-------- RECORDS SUPPLIED

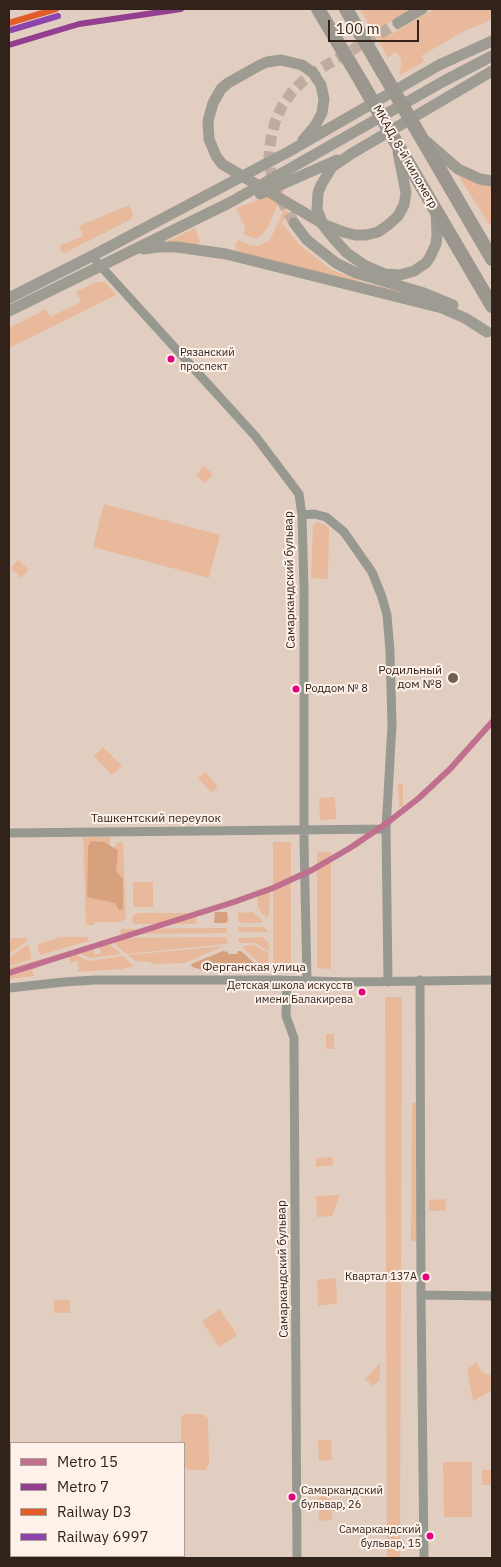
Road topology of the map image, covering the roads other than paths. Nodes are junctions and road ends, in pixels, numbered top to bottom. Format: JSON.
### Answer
{"nodes":[{"id":1,"x":318,"y":9,"type":"edge"},
{"id":2,"x":346,"y":9,"type":"edge"},
{"id":3,"x":422,"y":9,"type":"edge"},
{"id":4,"x":398,"y":23,"type":"tunnel mouth"},
{"id":5,"x":492,"y":35,"type":"edge"},
{"id":6,"x":492,"y":41,"type":"edge"},
{"id":7,"x":472,"y":49,"type":"junction"},
{"id":8,"x":492,"y":56,"type":"edge"},
{"id":9,"x":492,"y":71,"type":"edge"},
{"id":10,"x":492,"y":78,"type":"edge"},
{"id":11,"x":476,"y":81,"type":"junction"},
{"id":12,"x":415,"y":127,"type":"junction"},
{"id":13,"x":394,"y":139,"type":"junction"},
{"id":14,"x":288,"y":152,"type":"junction"},
{"id":15,"x":351,"y":154,"type":"junction"},
{"id":16,"x":444,"y":176,"type":"junction"},
{"id":17,"x":492,"y":181,"type":"edge"},
{"id":18,"x":231,"y":202,"type":"junction"},
{"id":19,"x":436,"y":210,"type":"junction"},
{"id":20,"x":294,"y":223,"type":"tunnel mouth"},
{"id":21,"x":492,"y":246,"type":"edge"},
{"id":22,"x":133,"y":250,"type":"junction"},
{"id":23,"x":92,"y":256,"type":"junction"},
{"id":24,"x":492,"y":259,"type":"edge"},
{"id":25,"x":101,"y":266,"type":"junction"},
{"id":26,"x":9,"y":298,"type":"edge"},
{"id":27,"x":492,"y":306,"type":"edge"},
{"id":28,"x":9,"y":312,"type":"edge"},
{"id":29,"x":490,"y":334,"type":"edge"},
{"id":30,"x":302,"y":514,"type":"junction"},
{"id":31,"x":386,"y":829,"type":"junction"},
{"id":32,"x":304,"y":830,"type":"junction"},
{"id":33,"x":9,"y":833,"type":"edge"},
{"id":34,"x":420,"y":980,"type":"junction"},
{"id":35,"x":492,"y":980,"type":"edge"},
{"id":36,"x":287,"y":981,"type":"junction"},
{"id":37,"x":307,"y":981,"type":"junction"},
{"id":38,"x":388,"y":982,"type":"junction"},
{"id":39,"x":11,"y":989,"type":"edge"},
{"id":40,"x":421,"y":1295,"type":"junction"},
{"id":41,"x":492,"y":1296,"type":"edge"},
{"id":42,"x":297,"y":1558,"type":"edge"},
{"id":43,"x":424,"y":1558,"type":"edge"}],
"edges":[{"from":1,"to":13,"type":"highway","name":"МКАД, 8-й километр","bridge":true},
{"from":2,"to":12,"type":"highway","name":"МКАД, 8-й километр","bridge":true},
{"from":3,"to":4,"type":"main road"},
{"from":5,"to":7,"type":"main road"},
{"from":6,"to":7,"type":"main road"},
{"from":7,"to":14,"type":"main road"},
{"from":8,"to":18,"type":"main road"},
{"from":9,"to":11,"type":"main road"},
{"from":10,"to":11,"type":"main road"},
{"from":11,"to":15,"type":"main road"},
{"from":12,"to":16,"type":"highway","name":"МКАД, 8-й километр"},
{"from":12,"to":17,"type":"main road"},
{"from":13,"to":14,"type":"main road","bridge":true},
{"from":13,"to":19,"type":"highway","name":"МКАД, 8-й километр"},
{"from":14,"to":23,"type":"main road"},
{"from":15,"to":18,"type":"main road"},
{"from":15,"to":19,"type":"main road"},
{"from":16,"to":21,"type":"main road"},
{"from":16,"to":24,"type":"highway","name":"МКАД, 8-й километр"},
{"from":18,"to":22,"type":"main road"},
{"from":19,"to":27,"type":"highway","name":"МКАД, 8-й километр"},
{"from":20,"to":29,"type":"main road"},
{"from":22,"to":25,"type":"main road"},
{"from":22,"to":29,"type":"main road"},
{"from":23,"to":25,"type":"street","name":"Самаркандский бульвар"},
{"from":23,"to":26,"type":"main road"},
{"from":25,"to":28,"type":"main road"},
{"from":25,"to":30,"type":"street","name":"Самаркандский бульвар"},
{"from":30,"to":31,"type":"street"},
{"from":30,"to":32,"type":"street","name":"Самаркандский бульвар"},
{"from":31,"to":32,"type":"street","name":"Ташкентский переулок"},
{"from":31,"to":38,"type":"street"},
{"from":32,"to":33,"type":"street","name":"Ташкентский переулок"},
{"from":32,"to":37,"type":"street","name":"Самаркандский бульвар"},
{"from":34,"to":35,"type":"street","name":"Ферганская улица"},
{"from":34,"to":38,"type":"street","name":"Ферганская улица"},
{"from":34,"to":40,"type":"street"},
{"from":36,"to":37,"type":"street","name":"Ферганская улица"},
{"from":36,"to":39,"type":"street","name":"Ферганская улица"},
{"from":36,"to":42,"type":"street","name":"Самаркандский бульвар"},
{"from":37,"to":38,"type":"street","name":"Ферганская улица"},
{"from":40,"to":41,"type":"street"},
{"from":40,"to":43,"type":"street"}]}
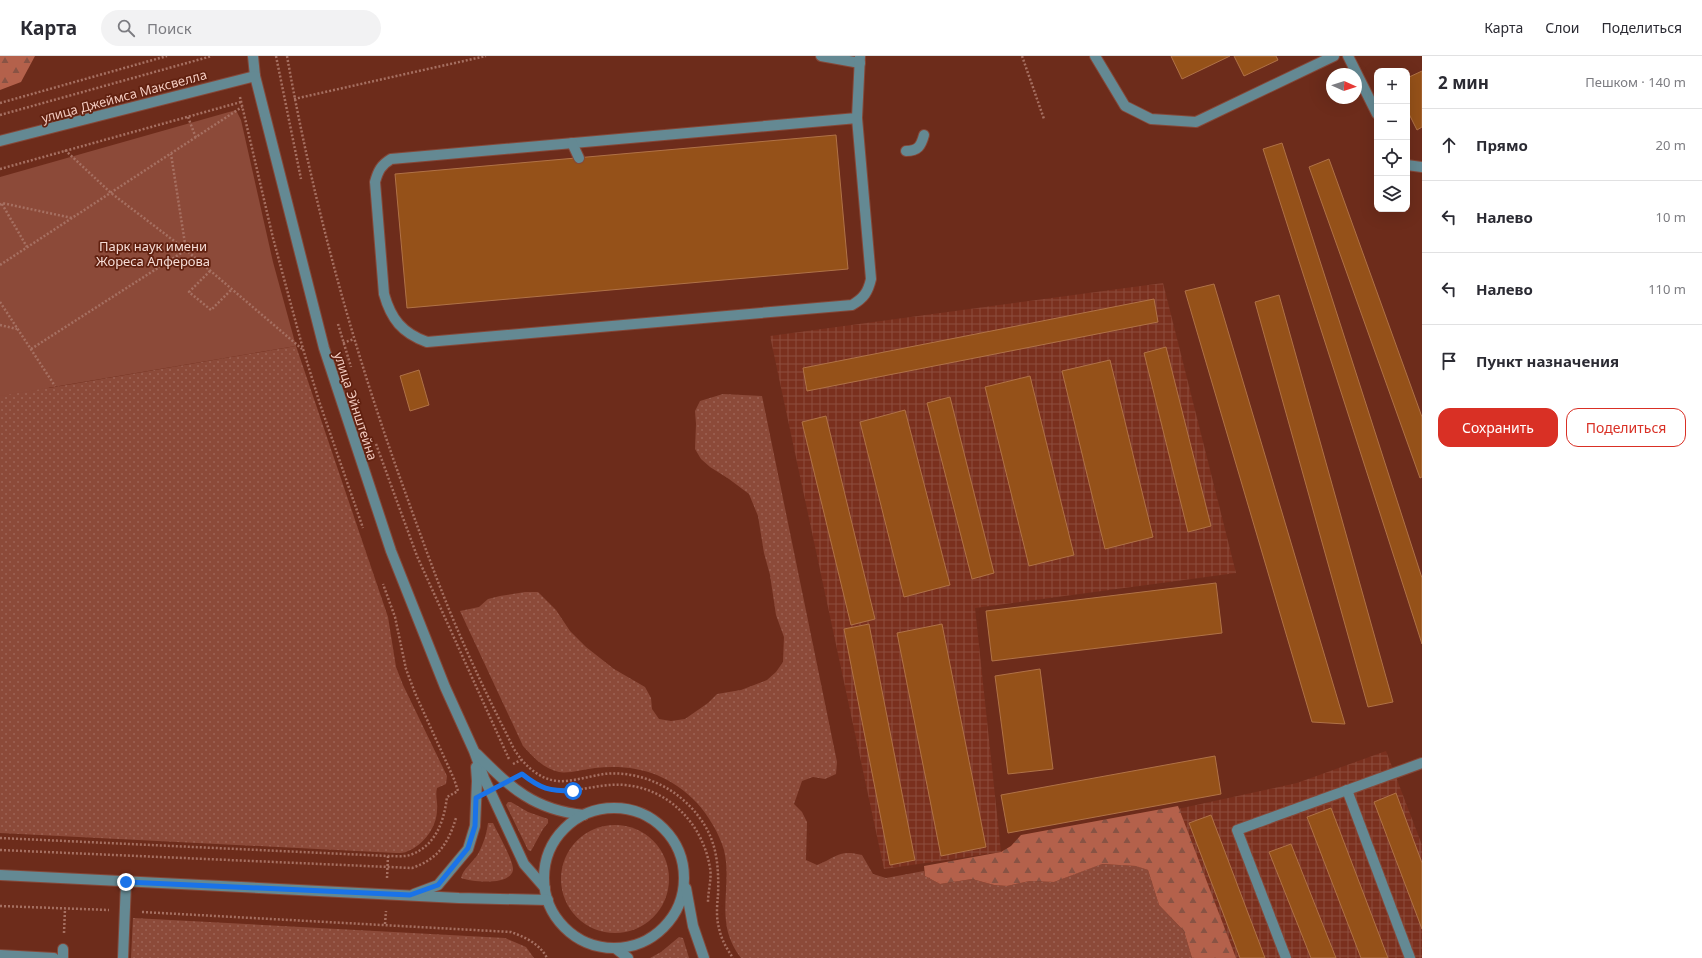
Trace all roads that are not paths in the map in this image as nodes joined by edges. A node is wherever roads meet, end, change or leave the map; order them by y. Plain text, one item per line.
1 (253, 56) edge
2 (821, 56) edge
3 (1095, 56) edge
4 (1334, 56) edge
5 (1348, 56) edge
6 (860, 59) edge
7 (255, 76) junction
8 (1374, 108) edge
9 (857, 118) junction
10 (924, 135) dead end
11 (0, 141) edge
12 (572, 143) junction
13 (906, 151) dead end
14 (578, 158) dead end
15 (1410, 165) edge
16 (1422, 167) edge
17 (474, 751) junction
18 (1422, 763) edge
19 (1347, 790) junction
20 (584, 815) junction
21 (0, 876) edge
22 (684, 877) junction
23 (126, 882) junction
24 (545, 888) junction
25 (410, 895) junction
26 (548, 900) junction
27 (615, 948) junction
28 (0, 955) edge
29 (54, 958) edge
30 (123, 958) edge
31 (628, 958) edge
32 (704, 958) edge
33 (1286, 958) edge
34 (1410, 958) edge

1 - 7 street, улица Эйнштейна
2 - 6 street
3 - 4 street
5 - 8 street
6 - 9 street
7 - 11 street, улица Джеймса Максвелла
7 - 17 street, улица Эйнштейна
9 - 12 street
9 - 12 street
10 - 13 street
12 - 14 street
15 - 16 street
17 - 20 street
17 - 24 street
17 - 25 street
18 - 19 street
19 - 33 street
19 - 34 street
20 - 22 street
20 - 24 street
21 - 23 street
22 - 27 street
22 - 32 street
23 - 25 street
23 - 30 street
24 - 26 street
25 - 26 street
26 - 27 street
27 - 31 street
28 - 29 street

----------------

- AIM OF THE TASK
Where the word "Эйнштейна" occurs in a line of the records, copy that line.

- ANSWER TO THE PROBLEM
1 - 7 street, улица Эйнштейна
7 - 17 street, улица Эйнштейна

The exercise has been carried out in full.